There is a typical story cycle in IT: Every new technology destroys and replaces an older one. PCs displaced mini-computers. Smartphones unseated cameras and flip phones. Online streaming wipes out video rental and music CDs.
So big data technologies should wipe out relational database management systems (RDBMS), right? That's not how the future is shaping up.
Peaceful coexistence is turning out to be the norm, as the two technologies prove to be complementary, not exclusive. As much as casual observers would like to see big data technologies win the future, RDBMS (the basis for SQL and database systems such as Microsoft SQL Server, IBM DB82, Oracle, and MySQL) is going to stick around for a bit longer.
In an interview with InformationWeek, Meta S. Brown, president of A4A Brown and author of "Data Mining for Dummies," said relational databases and big data technologies "have to coexist indefinitely. Neither one is capable of eclipsing the other."
As a consulting analyst, Brown is agnostic on which database technology will prevail, and looks instead for the method that provides the solution. For example, if you need to get the data to deliver precise answers, then "you've got to use a relational database," she said. "If you need an approximate answer in a big hurry," then a NoSQL database is the way to go."
"RDBMS isn't going anywhere for transactional systems," said David Teplow, founder and CEO of Integra Technology Consulting, in an interview with InformationWeek. Teplow has been a longtime user of RDBMS, going all the way back to the early 1980s with the release of Oracle 2.0.
In the 1990s, the need to measure and analyze data drove the construction of data warehouses. "[RDBMS] replaced anything else that had ever been used," Teplow said. "It became the de facto standard for data storage."

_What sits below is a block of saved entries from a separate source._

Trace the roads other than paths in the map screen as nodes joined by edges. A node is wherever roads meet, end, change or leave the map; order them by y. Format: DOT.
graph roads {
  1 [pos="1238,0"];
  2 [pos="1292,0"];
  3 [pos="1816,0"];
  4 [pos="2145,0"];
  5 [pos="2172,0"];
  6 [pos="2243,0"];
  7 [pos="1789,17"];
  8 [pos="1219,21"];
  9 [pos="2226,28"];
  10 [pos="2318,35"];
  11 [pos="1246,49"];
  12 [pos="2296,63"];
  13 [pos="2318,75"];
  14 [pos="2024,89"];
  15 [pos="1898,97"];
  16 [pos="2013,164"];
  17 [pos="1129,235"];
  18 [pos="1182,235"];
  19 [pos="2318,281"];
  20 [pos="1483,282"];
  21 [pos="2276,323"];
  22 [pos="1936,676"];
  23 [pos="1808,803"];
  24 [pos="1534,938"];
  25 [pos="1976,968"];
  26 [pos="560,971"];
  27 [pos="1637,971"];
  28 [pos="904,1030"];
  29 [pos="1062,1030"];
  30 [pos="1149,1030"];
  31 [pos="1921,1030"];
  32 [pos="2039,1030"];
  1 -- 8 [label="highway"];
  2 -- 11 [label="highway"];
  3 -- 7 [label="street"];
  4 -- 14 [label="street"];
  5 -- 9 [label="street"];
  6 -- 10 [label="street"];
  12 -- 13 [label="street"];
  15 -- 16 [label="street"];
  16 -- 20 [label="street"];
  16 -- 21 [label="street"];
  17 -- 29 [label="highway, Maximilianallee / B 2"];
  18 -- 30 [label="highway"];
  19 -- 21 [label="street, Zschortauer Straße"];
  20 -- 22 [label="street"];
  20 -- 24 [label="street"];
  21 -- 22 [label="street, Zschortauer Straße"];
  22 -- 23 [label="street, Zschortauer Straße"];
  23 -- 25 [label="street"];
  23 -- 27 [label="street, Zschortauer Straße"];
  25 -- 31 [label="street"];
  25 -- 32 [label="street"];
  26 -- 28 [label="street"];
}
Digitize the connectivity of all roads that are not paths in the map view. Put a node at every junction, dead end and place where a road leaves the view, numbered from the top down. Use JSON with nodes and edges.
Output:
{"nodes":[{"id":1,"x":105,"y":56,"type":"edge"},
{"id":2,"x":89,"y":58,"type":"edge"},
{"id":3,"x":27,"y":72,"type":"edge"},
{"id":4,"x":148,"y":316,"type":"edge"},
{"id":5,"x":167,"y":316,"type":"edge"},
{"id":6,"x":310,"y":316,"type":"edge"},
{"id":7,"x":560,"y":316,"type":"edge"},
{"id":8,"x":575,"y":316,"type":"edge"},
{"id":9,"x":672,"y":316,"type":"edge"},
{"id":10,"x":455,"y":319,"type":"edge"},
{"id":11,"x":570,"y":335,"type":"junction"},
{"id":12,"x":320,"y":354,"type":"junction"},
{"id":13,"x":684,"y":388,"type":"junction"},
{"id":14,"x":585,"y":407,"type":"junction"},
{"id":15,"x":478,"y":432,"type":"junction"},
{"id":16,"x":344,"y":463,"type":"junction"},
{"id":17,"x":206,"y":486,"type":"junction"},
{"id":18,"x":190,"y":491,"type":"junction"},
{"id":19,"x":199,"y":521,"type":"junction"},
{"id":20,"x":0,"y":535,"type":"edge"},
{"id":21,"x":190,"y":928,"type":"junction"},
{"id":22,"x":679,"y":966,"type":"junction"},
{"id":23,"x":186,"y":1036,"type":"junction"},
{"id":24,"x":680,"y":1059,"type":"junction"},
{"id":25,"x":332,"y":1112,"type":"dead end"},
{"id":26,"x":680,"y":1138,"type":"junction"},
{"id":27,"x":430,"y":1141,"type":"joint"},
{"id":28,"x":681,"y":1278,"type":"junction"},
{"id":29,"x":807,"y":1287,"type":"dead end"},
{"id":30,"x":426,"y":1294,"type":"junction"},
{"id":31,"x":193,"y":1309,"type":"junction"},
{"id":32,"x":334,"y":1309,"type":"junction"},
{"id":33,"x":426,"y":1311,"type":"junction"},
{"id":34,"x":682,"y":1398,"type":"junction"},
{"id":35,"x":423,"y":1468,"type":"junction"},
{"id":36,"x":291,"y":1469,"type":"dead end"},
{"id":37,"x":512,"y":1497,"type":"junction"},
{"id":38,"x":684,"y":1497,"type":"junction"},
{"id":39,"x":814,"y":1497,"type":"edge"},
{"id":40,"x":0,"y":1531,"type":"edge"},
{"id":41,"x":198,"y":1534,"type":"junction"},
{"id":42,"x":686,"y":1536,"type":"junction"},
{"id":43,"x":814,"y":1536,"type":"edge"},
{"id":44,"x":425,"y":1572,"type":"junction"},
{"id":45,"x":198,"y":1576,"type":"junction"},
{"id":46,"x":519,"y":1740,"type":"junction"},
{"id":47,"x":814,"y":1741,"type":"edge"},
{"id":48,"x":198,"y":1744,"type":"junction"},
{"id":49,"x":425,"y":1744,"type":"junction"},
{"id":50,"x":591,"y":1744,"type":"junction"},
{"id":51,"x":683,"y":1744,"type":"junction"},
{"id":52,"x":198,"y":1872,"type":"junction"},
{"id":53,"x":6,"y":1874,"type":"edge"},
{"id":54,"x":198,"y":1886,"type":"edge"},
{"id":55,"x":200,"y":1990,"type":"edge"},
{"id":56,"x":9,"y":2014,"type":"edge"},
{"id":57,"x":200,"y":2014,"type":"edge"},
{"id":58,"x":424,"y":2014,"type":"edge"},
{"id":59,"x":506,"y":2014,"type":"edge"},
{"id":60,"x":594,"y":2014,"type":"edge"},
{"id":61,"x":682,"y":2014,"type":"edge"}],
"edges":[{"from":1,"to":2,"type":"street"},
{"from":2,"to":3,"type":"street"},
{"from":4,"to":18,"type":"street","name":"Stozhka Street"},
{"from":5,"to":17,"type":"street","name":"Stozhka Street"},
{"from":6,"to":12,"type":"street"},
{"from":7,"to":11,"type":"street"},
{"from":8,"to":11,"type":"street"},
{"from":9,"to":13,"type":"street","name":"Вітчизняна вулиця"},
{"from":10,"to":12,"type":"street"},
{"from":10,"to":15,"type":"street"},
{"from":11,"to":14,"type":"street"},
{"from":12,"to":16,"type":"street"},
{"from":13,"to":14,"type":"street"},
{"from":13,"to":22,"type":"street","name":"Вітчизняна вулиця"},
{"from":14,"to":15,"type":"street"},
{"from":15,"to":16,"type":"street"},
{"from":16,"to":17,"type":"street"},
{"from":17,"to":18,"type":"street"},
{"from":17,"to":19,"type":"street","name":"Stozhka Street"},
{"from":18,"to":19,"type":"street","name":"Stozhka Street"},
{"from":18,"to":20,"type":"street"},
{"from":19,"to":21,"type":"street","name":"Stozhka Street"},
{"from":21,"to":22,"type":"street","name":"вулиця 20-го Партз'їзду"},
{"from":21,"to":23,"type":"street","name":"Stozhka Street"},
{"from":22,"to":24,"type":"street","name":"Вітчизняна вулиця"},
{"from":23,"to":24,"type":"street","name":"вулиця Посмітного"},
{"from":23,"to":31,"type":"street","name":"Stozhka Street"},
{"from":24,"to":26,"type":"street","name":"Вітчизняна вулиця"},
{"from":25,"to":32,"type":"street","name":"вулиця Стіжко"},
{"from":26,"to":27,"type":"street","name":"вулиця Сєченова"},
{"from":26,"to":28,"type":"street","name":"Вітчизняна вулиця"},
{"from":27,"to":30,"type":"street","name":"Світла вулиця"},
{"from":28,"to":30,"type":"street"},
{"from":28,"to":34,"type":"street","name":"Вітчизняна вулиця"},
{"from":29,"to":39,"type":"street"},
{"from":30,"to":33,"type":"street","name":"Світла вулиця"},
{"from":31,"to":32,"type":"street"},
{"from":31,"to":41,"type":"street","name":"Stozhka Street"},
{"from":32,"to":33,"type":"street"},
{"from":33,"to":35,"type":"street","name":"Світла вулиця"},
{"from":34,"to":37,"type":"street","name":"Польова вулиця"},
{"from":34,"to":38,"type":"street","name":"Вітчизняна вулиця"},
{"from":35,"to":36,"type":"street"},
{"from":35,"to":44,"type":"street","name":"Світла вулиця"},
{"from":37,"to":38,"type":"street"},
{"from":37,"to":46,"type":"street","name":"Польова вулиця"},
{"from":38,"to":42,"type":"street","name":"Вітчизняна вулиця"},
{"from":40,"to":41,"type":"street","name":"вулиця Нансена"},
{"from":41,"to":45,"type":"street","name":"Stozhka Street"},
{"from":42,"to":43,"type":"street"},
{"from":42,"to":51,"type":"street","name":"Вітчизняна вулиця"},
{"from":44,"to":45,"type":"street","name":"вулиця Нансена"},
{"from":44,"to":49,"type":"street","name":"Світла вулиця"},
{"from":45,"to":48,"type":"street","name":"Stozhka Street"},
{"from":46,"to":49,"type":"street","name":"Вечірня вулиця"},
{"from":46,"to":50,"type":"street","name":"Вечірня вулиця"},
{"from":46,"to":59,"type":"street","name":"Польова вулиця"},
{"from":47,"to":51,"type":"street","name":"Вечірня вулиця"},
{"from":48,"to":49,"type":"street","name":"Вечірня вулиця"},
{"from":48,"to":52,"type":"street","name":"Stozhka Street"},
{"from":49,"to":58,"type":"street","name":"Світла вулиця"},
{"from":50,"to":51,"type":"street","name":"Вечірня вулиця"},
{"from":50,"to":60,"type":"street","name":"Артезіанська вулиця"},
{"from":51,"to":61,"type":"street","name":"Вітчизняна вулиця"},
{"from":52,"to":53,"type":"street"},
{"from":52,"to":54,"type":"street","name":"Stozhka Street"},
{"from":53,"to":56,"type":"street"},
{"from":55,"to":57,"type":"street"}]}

It was only when the increased volume, velocity, and variety of data became apparent that the need -- and the response -- of big data systems came about. RDBMS is still good on the volume front, but its fundamental nature makes it ill-suited for velocity and variety, Teplow said. Data must conform to some kind of predefined schema. Data coming in too fast and too heterogeneously -- think Facebook likes, GPS coordinates, and Web logs -- cannot be easily classified for RDBMS purposes. "That's where Hadoop and NoSQL take over."
Another way to look at the RDBMS/big data split is to look at centralization versus distributed architecture, said Lyn Robison, vice president and research director for data management strategies at Gartner Group.
RDBMS is about centralization. "The server owns and guards the data, ensuring its consistency," Robison said. Updates are serialized and sequenced. Access is also limited. "It is possible you could get too many client requests. A relational database will tell the client requests it cannot handle, 'Sorry. I'm too busy.'"
Adding capacity to a relational database means adding more memory, disk space, and computer power, but only for that single gatekeeper/repository, Robison said. In the realm of big data, reliant on NoSQL, you split the data among many servers, each one hosting a smaller slice with every server added via the cloud.
Consistency and accuracy are the benefits of the relational database approach. If one provided access to many servers for many clients under the big data approach, different entries would cause data variance between servers, Robison said. "Eventually, it becomes consistent." In the meantime, the company loses the sequence of the updates. "You kind of have to guess what happened. You can have data highly consistent but not always available, or data be readily available, but not consistent."
Data Is Relative, Governance Is Absolute
Relational databases also have a rich legacy of governance -- tools and apps to regulate access, manipulate data, and analyze everything in–between. It is a legacy big data is rapidly adopting for its own ends.
Big data is catching up with RDBMS on governance issues. It is a typical evolution process, Teplow said. "You get the core functionality you need. Nice things, like security and governance, come later."
The newer tools for big data "are not easy to use," said Robison. "It will take years for analytical tools to mature and become accessible to people who are not in data science."
Talk Is Cheap, Understanding Is Expensive
"I am not convinced people will stop worrying about the distinction," Brown said. Relational databases have been on the market for a long time. They have their share of supporters. Big data is the younger technology, with an equally fervid following.
Which brings us to users. They may not be conscious of which form of database technology they are using. "Users are not always clear [RDBMS and big data] are different products," Brown said. "The sales reps are steering them to whatever product they want [the users] to buy."
Vendors will want to offer RDBMS and big data products, because they want to be the one-stop shop for the corporate buyer, Brown said. Sales reps may not fully understand the products they are selling, while "shoppers focus on the brand," she added.
"It used to be that you could do everything with a relational database," Robison said. The inrush of varied data does not play well with RDBMS, so big data will become a necessity. Companies will embrace the new technology, but they will also be careful to minimize the variety of databases they have to manage. "They will choose some small number of databases to handle as many problems as they can," he said. Companies don't want the headache of managing 14 different databases, he added.
Big data is "the shiny new object," Teplow said. In the conventional narrative of IT, the new technology always disrupts the old one. "Disruption is newsworthy," he said. But big data is not completely disruptive. "There is no replacement of the transactional space." Relational databases are here to stay.